▸ **Entries shown**:
▼

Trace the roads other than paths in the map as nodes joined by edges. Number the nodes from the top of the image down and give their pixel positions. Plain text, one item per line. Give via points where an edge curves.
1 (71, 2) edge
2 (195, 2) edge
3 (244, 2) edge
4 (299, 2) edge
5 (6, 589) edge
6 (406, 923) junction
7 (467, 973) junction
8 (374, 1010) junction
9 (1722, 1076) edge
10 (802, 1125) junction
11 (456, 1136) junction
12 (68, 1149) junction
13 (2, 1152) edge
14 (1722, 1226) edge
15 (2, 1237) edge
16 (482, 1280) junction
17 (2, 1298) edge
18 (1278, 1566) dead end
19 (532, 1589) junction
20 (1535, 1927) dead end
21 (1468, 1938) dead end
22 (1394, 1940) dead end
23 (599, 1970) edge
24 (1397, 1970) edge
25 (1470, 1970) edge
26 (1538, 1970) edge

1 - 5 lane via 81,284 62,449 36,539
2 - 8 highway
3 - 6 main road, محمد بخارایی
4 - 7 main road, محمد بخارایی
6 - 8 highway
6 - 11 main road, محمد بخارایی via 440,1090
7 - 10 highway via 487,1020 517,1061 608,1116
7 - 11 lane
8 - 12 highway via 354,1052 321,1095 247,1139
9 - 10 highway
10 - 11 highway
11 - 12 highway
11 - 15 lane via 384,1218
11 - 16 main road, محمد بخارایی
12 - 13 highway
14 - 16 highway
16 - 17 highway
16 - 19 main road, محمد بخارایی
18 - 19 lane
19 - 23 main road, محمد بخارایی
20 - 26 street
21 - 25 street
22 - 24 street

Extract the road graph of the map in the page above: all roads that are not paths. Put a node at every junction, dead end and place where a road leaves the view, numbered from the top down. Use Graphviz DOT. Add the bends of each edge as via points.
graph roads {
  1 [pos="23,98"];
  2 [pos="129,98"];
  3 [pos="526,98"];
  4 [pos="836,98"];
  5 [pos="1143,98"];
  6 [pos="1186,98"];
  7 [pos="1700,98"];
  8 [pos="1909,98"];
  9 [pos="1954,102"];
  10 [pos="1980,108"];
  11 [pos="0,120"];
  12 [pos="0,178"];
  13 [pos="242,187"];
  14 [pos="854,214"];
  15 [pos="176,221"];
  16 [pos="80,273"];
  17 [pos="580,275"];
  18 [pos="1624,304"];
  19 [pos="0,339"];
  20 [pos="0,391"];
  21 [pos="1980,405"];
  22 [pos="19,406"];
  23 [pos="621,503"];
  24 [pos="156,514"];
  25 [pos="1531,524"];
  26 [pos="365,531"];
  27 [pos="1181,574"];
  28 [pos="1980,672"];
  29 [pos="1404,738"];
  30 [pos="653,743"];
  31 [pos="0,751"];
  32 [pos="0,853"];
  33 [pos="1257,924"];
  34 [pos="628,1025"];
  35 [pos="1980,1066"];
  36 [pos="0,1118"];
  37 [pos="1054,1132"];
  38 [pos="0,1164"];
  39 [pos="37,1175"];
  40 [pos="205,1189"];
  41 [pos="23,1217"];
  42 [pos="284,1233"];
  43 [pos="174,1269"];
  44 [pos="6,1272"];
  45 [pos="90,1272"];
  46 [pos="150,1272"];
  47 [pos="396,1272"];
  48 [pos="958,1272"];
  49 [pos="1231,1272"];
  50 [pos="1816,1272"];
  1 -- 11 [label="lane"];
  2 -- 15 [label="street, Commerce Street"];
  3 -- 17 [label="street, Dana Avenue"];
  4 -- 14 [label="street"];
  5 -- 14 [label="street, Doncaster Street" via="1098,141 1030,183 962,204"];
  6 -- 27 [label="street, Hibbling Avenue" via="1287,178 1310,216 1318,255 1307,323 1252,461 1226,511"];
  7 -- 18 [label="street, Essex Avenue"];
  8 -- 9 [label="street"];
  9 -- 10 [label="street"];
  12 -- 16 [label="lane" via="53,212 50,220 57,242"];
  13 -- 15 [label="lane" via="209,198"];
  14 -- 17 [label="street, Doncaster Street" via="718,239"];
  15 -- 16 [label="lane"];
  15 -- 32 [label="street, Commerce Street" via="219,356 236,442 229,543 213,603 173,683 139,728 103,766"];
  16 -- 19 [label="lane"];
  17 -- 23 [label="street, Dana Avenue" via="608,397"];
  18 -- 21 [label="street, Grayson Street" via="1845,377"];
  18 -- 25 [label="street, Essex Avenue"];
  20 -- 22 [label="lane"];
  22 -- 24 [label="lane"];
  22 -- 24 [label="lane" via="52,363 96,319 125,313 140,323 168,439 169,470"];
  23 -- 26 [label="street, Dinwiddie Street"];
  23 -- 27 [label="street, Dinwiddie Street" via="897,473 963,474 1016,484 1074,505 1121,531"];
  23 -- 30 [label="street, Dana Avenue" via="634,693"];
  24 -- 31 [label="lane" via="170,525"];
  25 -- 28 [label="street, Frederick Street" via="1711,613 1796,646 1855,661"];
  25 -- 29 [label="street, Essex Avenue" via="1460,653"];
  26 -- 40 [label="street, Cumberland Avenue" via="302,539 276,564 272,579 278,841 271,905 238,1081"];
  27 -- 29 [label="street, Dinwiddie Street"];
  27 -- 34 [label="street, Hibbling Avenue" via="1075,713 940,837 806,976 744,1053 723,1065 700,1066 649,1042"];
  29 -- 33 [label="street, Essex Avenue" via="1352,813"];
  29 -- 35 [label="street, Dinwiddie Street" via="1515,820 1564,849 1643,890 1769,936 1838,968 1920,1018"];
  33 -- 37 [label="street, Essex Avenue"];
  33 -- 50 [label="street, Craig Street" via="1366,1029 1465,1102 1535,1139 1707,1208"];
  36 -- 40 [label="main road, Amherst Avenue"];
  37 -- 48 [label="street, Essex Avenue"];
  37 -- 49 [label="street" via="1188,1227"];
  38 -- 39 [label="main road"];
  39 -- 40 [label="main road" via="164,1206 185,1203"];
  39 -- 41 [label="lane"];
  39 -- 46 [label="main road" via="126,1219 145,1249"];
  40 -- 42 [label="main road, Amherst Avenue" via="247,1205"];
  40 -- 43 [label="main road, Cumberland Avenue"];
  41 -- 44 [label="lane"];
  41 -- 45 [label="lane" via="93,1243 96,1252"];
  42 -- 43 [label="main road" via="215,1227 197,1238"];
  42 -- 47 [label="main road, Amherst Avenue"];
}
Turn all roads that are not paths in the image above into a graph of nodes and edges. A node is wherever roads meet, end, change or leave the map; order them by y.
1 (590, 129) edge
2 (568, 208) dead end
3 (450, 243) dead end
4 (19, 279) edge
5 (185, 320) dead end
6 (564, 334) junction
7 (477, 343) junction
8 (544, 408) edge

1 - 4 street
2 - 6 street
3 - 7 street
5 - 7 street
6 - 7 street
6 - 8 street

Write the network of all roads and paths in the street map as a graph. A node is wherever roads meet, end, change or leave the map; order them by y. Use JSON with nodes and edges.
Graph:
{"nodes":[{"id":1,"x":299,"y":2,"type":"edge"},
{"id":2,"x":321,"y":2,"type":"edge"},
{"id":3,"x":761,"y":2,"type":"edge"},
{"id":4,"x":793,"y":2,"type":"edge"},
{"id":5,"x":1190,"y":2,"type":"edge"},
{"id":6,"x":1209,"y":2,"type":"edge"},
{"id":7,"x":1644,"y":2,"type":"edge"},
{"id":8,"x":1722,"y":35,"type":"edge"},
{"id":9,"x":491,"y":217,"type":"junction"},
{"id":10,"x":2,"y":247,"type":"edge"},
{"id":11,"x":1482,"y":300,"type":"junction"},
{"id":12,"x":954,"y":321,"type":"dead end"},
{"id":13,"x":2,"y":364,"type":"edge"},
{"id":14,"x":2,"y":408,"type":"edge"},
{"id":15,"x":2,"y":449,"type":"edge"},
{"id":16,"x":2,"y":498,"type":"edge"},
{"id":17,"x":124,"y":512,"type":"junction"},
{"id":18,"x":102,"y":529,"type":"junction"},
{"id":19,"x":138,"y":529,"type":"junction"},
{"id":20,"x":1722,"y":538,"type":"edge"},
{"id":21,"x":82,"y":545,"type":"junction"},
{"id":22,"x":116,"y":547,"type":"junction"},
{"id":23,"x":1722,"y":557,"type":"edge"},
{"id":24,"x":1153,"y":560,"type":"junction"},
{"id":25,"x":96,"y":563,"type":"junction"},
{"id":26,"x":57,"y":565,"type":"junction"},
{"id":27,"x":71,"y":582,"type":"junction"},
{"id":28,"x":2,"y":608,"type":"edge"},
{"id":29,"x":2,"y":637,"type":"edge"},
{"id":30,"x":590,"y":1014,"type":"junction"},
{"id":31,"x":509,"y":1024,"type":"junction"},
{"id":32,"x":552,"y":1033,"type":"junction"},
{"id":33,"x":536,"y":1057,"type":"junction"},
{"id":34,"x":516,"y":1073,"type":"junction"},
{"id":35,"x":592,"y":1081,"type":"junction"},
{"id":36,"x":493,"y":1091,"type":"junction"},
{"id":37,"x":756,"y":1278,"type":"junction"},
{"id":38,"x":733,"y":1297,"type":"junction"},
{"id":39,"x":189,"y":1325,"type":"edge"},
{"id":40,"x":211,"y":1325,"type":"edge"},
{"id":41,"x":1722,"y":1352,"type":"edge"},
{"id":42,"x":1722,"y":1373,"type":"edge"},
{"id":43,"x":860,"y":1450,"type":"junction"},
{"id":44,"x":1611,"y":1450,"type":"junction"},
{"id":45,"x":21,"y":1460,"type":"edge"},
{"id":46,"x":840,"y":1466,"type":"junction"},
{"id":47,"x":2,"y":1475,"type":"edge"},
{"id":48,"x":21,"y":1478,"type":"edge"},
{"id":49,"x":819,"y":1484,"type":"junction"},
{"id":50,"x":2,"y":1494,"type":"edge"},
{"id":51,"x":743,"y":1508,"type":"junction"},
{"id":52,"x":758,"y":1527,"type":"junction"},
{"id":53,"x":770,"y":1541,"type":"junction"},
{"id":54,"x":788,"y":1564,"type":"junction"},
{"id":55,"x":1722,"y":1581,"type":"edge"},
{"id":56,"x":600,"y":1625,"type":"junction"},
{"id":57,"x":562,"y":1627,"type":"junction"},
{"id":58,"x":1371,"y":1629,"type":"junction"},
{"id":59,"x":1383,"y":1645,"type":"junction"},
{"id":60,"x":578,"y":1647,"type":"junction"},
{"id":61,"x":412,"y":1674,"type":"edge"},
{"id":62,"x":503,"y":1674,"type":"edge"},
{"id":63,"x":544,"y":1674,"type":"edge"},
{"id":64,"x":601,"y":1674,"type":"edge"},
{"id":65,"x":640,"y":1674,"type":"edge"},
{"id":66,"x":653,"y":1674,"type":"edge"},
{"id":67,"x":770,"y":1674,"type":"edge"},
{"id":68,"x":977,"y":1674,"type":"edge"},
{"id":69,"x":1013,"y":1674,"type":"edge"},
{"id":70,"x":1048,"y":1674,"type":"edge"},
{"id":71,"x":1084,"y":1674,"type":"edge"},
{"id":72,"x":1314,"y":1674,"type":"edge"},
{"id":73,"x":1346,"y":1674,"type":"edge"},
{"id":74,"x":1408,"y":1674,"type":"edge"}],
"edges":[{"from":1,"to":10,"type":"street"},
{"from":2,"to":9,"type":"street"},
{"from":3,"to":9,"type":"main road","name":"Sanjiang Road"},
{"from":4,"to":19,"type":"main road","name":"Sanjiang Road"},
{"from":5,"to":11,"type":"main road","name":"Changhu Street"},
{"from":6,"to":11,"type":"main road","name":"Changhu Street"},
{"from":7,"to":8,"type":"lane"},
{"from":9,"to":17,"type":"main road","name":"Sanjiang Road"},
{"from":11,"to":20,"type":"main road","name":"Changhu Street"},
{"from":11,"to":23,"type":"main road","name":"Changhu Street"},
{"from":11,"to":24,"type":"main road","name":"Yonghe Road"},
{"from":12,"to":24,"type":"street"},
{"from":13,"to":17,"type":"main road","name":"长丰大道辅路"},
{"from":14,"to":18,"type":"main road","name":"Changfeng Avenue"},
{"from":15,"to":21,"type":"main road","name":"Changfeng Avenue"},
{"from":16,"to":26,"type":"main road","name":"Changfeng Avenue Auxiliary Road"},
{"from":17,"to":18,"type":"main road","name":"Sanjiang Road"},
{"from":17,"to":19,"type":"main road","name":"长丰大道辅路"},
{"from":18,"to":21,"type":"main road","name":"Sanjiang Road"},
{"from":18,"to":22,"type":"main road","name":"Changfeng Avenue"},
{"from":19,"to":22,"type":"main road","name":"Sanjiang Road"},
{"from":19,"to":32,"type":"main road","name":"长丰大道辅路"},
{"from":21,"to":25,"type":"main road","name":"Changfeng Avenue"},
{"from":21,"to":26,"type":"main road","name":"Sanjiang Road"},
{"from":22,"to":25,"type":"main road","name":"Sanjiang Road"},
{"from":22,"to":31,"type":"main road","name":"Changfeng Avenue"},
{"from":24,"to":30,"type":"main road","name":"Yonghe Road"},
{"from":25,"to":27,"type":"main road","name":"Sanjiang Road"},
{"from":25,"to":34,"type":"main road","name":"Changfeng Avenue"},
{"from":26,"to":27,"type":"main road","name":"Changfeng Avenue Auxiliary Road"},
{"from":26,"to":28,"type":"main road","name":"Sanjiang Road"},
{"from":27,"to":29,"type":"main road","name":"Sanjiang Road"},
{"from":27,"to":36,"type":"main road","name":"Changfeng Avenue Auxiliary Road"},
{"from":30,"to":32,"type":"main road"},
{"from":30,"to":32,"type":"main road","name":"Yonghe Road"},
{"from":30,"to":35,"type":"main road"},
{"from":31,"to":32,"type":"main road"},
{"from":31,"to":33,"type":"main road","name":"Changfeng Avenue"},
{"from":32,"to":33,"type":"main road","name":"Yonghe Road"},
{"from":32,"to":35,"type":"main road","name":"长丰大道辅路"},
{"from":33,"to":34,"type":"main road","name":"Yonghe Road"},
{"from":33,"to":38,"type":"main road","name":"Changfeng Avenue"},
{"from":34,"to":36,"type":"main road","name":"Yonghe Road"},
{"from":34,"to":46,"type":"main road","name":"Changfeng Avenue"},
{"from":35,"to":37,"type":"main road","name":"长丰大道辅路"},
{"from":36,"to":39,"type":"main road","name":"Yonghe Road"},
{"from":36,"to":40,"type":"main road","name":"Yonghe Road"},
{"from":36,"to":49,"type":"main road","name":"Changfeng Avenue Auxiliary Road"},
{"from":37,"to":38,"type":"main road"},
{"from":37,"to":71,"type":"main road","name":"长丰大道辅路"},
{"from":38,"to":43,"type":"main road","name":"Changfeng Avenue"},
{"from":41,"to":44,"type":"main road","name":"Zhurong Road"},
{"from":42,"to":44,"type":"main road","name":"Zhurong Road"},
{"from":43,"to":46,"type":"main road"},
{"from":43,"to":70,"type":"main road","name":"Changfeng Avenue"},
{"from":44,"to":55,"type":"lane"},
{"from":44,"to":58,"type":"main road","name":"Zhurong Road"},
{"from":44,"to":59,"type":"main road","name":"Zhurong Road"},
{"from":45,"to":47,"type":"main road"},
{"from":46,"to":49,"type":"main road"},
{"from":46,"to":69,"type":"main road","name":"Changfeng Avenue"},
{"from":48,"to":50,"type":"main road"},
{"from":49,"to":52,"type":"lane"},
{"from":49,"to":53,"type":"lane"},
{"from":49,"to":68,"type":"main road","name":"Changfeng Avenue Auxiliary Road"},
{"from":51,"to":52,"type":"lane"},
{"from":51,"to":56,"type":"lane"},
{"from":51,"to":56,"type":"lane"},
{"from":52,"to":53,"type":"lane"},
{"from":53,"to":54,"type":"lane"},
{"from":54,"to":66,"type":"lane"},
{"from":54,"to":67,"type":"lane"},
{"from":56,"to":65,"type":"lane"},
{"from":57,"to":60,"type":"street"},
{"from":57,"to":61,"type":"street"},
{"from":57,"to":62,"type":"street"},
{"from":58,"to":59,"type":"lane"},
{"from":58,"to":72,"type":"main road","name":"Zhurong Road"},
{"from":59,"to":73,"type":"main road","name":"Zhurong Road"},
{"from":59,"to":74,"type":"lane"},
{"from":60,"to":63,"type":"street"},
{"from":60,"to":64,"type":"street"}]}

▲

▸ **Your assignment**:
Display each line of the data where "Doncaster" occurs.

▸ **Your solution**:
  5 -- 14 [label="street, Doncaster Street" via="1098,141 1030,183 962,204"];
  14 -- 17 [label="street, Doncaster Street" via="718,239"];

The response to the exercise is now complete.